_YOUR INSTRUCTIONS:_ Where a line below holds the string "pixels", that line goes into the answer.

Saved entries

=== Section Start ===

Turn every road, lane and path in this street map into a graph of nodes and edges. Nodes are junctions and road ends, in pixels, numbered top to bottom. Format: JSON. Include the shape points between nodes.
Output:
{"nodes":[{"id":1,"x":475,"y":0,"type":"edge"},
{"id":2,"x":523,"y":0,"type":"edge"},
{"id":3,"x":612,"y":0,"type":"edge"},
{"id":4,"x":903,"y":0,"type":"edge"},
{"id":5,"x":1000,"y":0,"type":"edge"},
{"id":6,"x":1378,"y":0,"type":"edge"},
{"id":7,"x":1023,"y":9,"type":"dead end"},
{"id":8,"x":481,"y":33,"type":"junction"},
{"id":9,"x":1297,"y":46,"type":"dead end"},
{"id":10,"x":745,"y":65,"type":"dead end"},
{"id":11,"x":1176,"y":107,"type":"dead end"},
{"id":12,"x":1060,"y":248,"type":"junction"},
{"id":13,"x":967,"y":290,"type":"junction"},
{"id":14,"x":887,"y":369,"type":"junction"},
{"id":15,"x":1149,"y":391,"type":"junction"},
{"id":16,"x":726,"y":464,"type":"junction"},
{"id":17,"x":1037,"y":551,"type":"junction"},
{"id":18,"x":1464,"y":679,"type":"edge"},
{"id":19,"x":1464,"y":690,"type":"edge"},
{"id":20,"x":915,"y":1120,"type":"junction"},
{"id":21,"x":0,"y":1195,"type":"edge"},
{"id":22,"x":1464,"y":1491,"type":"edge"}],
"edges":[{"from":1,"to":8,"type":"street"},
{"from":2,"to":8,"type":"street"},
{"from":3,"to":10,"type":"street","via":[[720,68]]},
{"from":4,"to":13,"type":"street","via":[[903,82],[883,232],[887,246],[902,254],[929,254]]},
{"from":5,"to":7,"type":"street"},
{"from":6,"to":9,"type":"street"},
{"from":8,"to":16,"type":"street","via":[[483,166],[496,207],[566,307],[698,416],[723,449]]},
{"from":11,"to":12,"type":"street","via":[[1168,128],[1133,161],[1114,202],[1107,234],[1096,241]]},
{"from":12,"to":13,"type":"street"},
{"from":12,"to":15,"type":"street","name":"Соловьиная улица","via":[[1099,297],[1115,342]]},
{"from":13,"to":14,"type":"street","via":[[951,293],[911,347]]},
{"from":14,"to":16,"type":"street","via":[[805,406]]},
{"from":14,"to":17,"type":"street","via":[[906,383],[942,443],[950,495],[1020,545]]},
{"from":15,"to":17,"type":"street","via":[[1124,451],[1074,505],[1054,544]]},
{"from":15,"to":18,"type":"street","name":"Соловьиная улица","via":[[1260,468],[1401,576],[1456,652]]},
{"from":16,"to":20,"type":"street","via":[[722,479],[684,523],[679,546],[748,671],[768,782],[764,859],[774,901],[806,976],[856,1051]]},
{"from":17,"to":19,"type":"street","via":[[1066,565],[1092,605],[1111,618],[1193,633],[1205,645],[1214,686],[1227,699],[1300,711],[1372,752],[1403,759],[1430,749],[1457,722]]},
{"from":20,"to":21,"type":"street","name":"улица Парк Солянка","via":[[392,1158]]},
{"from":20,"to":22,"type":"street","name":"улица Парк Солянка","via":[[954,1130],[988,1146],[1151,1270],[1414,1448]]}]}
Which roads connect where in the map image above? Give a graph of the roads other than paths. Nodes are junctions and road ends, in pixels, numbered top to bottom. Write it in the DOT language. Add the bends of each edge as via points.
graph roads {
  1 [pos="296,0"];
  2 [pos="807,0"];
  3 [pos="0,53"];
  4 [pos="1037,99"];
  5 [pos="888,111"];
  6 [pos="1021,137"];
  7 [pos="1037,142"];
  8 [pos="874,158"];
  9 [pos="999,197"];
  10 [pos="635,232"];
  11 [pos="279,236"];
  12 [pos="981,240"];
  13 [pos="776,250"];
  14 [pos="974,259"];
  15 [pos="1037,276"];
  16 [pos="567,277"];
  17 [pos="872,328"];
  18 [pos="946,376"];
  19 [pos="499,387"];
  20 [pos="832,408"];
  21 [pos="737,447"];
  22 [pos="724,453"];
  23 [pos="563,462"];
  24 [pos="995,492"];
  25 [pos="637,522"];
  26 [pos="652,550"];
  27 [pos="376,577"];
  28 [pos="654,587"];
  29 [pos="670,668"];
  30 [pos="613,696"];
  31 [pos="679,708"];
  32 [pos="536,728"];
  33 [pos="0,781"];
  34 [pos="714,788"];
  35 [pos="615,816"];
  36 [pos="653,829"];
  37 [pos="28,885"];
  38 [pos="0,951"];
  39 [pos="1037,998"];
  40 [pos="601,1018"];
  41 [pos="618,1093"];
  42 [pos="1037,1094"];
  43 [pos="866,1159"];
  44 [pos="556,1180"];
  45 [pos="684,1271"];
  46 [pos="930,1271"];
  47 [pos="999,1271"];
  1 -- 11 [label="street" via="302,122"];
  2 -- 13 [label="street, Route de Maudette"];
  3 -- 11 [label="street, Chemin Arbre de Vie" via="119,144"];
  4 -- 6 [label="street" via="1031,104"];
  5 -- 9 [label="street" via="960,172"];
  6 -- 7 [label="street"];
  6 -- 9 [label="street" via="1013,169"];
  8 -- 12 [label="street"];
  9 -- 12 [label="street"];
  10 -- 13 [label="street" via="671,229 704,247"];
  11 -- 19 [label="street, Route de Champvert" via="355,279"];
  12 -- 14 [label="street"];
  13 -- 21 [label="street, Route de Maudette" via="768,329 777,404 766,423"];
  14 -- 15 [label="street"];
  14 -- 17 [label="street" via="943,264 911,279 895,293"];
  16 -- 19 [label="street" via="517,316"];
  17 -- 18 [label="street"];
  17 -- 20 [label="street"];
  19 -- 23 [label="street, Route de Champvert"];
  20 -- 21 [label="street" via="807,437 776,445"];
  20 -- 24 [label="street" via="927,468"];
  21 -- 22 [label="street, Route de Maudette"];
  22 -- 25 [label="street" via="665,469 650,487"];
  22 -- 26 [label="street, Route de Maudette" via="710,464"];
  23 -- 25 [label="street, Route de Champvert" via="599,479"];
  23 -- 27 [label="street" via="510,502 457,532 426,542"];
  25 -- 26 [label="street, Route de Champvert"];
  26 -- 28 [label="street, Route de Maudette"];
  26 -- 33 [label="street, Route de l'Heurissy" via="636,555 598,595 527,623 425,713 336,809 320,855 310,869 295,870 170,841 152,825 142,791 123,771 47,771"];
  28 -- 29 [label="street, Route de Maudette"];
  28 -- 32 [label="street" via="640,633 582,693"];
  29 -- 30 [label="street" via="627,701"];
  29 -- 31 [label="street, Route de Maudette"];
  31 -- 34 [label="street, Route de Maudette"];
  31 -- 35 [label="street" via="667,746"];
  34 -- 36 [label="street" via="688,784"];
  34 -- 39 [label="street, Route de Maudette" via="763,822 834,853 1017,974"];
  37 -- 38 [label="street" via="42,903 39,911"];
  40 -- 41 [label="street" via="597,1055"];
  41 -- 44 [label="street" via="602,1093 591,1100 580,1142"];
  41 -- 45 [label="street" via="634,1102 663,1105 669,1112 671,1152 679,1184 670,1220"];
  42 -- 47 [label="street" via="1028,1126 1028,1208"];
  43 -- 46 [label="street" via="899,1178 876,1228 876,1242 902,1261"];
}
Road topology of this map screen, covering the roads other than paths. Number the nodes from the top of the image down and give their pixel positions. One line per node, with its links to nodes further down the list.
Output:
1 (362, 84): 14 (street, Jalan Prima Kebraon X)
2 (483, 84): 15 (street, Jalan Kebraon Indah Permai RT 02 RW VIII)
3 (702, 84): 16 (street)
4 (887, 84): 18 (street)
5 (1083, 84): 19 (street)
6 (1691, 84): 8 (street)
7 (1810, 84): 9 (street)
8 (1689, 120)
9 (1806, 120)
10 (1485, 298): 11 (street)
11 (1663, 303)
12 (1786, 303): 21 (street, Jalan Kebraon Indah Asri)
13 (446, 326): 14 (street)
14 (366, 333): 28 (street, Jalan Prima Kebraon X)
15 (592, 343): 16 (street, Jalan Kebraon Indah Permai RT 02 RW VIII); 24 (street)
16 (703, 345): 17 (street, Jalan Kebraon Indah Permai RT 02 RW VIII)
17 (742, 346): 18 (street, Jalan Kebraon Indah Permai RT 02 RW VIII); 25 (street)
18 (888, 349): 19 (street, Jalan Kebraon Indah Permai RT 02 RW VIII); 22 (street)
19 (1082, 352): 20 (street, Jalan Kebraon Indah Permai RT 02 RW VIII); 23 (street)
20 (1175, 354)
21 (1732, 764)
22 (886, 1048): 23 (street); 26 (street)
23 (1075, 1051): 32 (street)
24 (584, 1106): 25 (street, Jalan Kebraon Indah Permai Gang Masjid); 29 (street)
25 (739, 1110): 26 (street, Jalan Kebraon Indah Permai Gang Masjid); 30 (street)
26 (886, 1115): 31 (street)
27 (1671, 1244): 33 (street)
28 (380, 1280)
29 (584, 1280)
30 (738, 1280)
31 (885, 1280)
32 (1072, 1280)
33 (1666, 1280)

=== Section End ===

_ANSWER SECTION:_
Turn every road, lane and path in this street map into a graph of nodes and edges. Nodes are junctions and road ends, in pixels, numbered top to bottom. Format: JSON. Include the shape points between nodes.
Which roads connect where in the map image above? Give a graph of the roads other than paths. Nodes are junctions and road ends, in pixels, numbered top to bottom. Write it in the DOT language. Add the bends of each edge as via points.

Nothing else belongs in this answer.